___ MATERIAL SUPPLIED

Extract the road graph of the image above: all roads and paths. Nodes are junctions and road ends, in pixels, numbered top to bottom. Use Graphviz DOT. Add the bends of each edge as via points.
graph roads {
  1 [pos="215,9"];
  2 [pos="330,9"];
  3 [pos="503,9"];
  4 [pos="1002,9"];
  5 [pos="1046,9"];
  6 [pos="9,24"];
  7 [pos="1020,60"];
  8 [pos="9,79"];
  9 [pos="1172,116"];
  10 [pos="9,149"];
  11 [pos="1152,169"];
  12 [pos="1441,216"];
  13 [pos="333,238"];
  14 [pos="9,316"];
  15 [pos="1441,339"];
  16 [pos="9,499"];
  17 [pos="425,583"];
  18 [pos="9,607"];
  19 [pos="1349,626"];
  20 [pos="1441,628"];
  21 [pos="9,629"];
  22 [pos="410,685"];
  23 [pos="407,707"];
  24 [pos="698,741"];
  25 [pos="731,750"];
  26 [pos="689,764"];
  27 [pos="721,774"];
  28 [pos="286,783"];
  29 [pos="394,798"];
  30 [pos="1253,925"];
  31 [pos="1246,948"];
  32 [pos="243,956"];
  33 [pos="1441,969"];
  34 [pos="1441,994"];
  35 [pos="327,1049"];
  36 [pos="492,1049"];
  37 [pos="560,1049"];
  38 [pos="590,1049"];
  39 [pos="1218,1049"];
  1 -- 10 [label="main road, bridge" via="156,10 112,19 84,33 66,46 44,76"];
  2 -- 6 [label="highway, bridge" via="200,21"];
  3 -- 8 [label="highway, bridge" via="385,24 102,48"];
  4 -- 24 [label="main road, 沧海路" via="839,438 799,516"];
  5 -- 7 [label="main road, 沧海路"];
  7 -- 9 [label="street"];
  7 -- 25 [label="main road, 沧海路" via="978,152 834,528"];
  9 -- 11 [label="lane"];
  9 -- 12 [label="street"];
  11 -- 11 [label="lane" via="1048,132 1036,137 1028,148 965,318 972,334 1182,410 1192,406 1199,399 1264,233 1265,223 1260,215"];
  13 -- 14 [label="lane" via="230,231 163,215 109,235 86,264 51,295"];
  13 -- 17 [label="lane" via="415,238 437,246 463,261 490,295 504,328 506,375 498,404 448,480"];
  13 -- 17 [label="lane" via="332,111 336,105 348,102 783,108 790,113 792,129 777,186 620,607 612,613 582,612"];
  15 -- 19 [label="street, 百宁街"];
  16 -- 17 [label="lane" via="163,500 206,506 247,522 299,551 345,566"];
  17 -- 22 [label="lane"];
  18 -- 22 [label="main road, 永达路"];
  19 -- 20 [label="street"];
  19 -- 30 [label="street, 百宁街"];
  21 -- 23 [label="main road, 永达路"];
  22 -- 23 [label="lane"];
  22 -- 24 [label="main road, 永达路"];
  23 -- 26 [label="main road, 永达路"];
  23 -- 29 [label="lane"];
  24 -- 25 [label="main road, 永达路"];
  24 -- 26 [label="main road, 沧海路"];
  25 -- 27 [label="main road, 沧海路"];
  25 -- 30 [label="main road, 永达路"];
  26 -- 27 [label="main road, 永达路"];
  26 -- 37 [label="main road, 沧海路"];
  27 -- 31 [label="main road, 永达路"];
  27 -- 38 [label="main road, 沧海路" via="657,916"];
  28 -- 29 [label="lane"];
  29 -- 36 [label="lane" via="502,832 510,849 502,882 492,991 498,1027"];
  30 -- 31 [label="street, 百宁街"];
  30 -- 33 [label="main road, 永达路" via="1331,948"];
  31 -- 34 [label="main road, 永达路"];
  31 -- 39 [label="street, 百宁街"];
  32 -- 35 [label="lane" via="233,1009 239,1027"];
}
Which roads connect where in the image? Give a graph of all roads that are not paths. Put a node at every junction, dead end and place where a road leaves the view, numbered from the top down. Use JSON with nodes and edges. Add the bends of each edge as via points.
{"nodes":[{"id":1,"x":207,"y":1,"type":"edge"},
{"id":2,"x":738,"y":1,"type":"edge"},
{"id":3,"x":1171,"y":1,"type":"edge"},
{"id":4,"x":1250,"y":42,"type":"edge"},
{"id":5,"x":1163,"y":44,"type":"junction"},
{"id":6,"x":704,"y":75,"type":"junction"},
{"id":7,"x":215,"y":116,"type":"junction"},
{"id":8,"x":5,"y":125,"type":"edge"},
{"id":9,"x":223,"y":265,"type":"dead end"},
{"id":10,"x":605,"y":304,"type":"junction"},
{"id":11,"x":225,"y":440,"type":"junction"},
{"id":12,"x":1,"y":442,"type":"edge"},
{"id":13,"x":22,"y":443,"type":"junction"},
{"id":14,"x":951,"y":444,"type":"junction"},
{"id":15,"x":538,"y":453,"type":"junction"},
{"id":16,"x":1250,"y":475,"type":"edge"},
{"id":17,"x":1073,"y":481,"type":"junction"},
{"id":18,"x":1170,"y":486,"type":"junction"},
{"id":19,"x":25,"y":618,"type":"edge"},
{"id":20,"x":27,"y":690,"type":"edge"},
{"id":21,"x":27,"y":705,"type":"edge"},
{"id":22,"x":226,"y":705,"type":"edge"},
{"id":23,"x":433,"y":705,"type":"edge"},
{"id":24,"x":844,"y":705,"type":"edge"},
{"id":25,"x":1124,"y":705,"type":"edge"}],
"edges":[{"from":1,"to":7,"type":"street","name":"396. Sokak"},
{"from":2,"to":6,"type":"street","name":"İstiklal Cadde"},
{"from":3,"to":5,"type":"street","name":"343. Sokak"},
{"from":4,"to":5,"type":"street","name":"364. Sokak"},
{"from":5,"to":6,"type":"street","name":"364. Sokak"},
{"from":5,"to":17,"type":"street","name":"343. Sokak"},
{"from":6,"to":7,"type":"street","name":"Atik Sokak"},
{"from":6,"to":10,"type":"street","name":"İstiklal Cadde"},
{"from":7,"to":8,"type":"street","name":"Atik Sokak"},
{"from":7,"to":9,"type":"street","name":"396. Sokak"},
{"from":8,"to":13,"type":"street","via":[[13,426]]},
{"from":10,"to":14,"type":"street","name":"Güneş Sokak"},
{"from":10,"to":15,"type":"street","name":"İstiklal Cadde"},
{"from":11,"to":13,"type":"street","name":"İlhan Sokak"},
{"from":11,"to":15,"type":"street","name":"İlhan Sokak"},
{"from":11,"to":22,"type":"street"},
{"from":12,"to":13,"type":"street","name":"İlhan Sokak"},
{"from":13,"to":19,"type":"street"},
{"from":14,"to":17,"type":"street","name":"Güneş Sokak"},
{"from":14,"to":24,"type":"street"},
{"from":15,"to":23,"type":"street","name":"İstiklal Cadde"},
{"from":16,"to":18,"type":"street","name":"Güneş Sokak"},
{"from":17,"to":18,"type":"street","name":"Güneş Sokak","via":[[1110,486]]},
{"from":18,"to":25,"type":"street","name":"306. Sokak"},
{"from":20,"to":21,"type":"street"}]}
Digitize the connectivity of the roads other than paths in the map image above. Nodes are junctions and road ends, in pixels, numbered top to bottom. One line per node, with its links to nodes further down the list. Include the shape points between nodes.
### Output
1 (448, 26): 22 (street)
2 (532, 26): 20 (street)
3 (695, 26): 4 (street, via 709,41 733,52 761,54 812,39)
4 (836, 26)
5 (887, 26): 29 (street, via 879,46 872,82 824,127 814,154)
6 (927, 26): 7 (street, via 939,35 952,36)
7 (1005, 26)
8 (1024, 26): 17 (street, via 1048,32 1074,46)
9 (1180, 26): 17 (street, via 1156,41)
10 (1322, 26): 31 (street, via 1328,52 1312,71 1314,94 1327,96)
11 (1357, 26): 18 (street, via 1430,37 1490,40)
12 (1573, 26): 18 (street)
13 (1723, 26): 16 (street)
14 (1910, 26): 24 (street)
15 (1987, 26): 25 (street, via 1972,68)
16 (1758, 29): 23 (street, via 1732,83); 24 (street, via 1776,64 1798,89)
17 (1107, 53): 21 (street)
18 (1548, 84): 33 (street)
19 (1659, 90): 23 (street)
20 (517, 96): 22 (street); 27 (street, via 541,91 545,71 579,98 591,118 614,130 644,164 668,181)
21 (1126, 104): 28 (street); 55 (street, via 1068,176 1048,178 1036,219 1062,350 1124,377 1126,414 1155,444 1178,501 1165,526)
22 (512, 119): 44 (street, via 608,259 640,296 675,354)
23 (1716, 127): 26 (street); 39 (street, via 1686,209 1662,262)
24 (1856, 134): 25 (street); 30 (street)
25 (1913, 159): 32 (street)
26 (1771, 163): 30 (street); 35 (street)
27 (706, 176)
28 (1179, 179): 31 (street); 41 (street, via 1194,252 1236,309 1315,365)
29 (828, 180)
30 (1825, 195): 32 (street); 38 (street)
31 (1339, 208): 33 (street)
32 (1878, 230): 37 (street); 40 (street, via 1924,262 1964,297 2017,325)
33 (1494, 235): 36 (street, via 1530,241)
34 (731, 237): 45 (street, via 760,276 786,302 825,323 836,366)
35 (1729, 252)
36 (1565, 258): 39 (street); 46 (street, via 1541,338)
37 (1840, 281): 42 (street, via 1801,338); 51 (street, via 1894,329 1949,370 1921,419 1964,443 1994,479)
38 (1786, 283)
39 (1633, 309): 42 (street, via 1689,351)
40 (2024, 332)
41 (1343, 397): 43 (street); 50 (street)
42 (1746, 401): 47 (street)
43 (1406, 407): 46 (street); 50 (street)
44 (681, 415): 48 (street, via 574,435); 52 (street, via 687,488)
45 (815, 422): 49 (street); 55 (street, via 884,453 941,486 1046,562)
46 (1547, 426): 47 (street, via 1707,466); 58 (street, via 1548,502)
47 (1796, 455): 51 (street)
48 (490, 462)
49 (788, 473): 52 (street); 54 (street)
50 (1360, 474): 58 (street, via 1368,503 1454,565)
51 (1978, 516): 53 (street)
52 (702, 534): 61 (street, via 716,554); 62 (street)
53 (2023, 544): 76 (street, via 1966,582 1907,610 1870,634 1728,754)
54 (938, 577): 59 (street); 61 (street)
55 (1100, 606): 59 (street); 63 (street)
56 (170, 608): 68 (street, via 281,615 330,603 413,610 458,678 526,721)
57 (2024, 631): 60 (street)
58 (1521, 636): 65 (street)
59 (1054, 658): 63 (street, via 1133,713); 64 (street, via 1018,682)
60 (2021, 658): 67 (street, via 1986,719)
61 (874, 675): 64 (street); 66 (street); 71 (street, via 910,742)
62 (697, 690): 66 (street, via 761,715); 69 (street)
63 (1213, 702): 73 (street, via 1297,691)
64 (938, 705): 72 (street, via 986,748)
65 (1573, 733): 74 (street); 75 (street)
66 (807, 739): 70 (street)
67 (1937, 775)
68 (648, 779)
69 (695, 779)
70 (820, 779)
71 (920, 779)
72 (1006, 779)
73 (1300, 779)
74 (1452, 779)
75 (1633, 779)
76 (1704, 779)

______

ABOUT THIS EXERCISE —
Say how many lines in the records hold the string "points", please, and add no other words.

EXERCISE OUTPUT —
3